Barry was hit twice in her car during a storm. The first encounter is almost corporeal – “A black opening smashes into the windscreen with violent force. The sound is dread.” She thinks that she’s hit an animal and expects to see blood, hair, a cracked windscreen. “But there is nothing, there’s nothing. But I saw something dark, and wide – thick – with form, and depth…”

The second strike, a fork of lightning that hit the road and branched towards the car, is “ravenous ice-white heat” that propels her into an experience of ecstatic beauty. “I have shifted up a space, up a plane,” she says. “The world is conjuring the most beauty imaginable … a final show, because I am about to die.” She survived but afterwards her sense of self – physical and psychic – was “disordered”.

Mary Ann Cooper, professor emeritus of emergency medicine at the University of Illinois Chicago, told The Washington Post survivors of lightning strikes exhibit a wide variety of injuries. They include chronic pain, epilepsy, paralysis, aphasia, apraxia and, in one extraordinary case, becoming a living circuit breaker – lights flick off when the woman passes streetlights, billboards and parking lots.

“You and I can filter out distractions and still focus,” says Cooper. “One of the things we see with lightning and electric[-shock] patients is that ability is scraped off.” Barry says she can’t negotiate space, that she has no sense of her own boundaries. “It’s like your body is a computer with a power surge,” someone tells her. “It’s rebooted itself, but in the wrong way.”

The third strike, “a fever heat rage river” in her home, almost completely dissociates Barry from herself. “Nature has … wrenched me away from the human world,” she says. “It has cast its spell.” Her psyche has split: she is now untethered from the earth, “not-quite-myself, not-quite-another”.

It’s clear by now the “nervous atmosphere” of the title is at once interior and exterior – the instabilities in clouds that generate electric charge, the “weather body” that Barry feels she has become. In an attempt to free herself from the “surreality” she no longer wishes to live, Barry consults a psychic. She reads philosophers, visits medical professionals, counsellors, an osteopath. Yet what brings her back is a painting of two lightning spirits, a picture that “rearranges” her psyche. Afterwards she revisits the scene of the first strike, where hundreds of white butterflies “fly up and up and up…”

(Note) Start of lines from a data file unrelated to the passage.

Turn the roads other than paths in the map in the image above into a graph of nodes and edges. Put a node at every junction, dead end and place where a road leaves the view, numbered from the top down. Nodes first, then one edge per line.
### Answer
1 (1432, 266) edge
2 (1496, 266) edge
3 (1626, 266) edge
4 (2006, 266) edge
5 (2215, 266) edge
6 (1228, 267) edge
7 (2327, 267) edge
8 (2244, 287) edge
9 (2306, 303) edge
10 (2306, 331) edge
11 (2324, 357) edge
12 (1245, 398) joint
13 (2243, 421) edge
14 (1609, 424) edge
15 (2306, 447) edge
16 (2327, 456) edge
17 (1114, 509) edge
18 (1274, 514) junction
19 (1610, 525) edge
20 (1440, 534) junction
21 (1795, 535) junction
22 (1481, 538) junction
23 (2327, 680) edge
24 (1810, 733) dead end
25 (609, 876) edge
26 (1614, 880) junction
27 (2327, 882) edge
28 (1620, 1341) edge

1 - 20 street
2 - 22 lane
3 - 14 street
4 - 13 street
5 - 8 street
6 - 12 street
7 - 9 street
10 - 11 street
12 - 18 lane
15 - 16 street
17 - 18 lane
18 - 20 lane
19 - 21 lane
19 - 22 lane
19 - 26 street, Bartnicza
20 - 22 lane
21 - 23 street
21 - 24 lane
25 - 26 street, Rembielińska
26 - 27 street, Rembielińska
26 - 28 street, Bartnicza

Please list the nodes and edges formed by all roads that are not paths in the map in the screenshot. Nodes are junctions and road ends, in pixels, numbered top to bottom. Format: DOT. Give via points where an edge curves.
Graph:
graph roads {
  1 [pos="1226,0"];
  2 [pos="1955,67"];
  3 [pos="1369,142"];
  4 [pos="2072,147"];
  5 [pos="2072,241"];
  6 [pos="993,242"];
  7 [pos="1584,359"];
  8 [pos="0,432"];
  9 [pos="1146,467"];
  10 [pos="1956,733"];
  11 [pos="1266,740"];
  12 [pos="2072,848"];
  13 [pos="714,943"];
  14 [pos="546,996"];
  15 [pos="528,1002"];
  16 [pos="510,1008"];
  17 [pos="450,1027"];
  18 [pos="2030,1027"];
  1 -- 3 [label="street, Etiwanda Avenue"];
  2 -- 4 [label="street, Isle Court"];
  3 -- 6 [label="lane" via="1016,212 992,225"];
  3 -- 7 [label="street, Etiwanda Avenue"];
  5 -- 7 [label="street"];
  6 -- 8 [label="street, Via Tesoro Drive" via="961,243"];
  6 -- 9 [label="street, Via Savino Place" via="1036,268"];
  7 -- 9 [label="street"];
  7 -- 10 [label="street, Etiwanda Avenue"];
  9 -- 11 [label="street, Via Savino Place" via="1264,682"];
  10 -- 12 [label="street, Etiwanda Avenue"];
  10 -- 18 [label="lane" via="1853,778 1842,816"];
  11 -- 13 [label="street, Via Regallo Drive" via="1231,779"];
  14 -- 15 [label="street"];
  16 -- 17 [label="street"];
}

Words, however evocative, are inadequate to the ecstatic horror that Barry has experienced. Here her telling is heightened and extended by music, played live and on loop, which takes over when language fails: a melody that winds around itself, subtly discordant. My only quibble is that the rhythms of The Nervous Atmosphere – as so often in experimental Australian work – sometimes lack variety and are weighed down by the kind of solemnity that undercuts its own poetry. I occasionally found myself longing for the electricity of contrast.

Bosco Shaw’s remarkable set and lighting design is hallucinatory. It places Barry ambiguously – at times she is a diminutive figure backstage but at others she seems like a kind of god, seated above the clouds. In a couple of long musical sequences, sinuous LED ropes, throbbing with pulses of colour, stretch to the ceiling from the constantly flashing clouds that adorn the floor. Sometimes they seem to be the lightning itself, but later they glow red and orange like luminous veins, the body coming home to earth.

Barry’s evocation of the divided, alienated self strikes chords that resonate far beyond her very particular experience. The Nervous Atmosphere is a fascinating and deeply absorbing production that is, at its heights, disturbingly beautiful.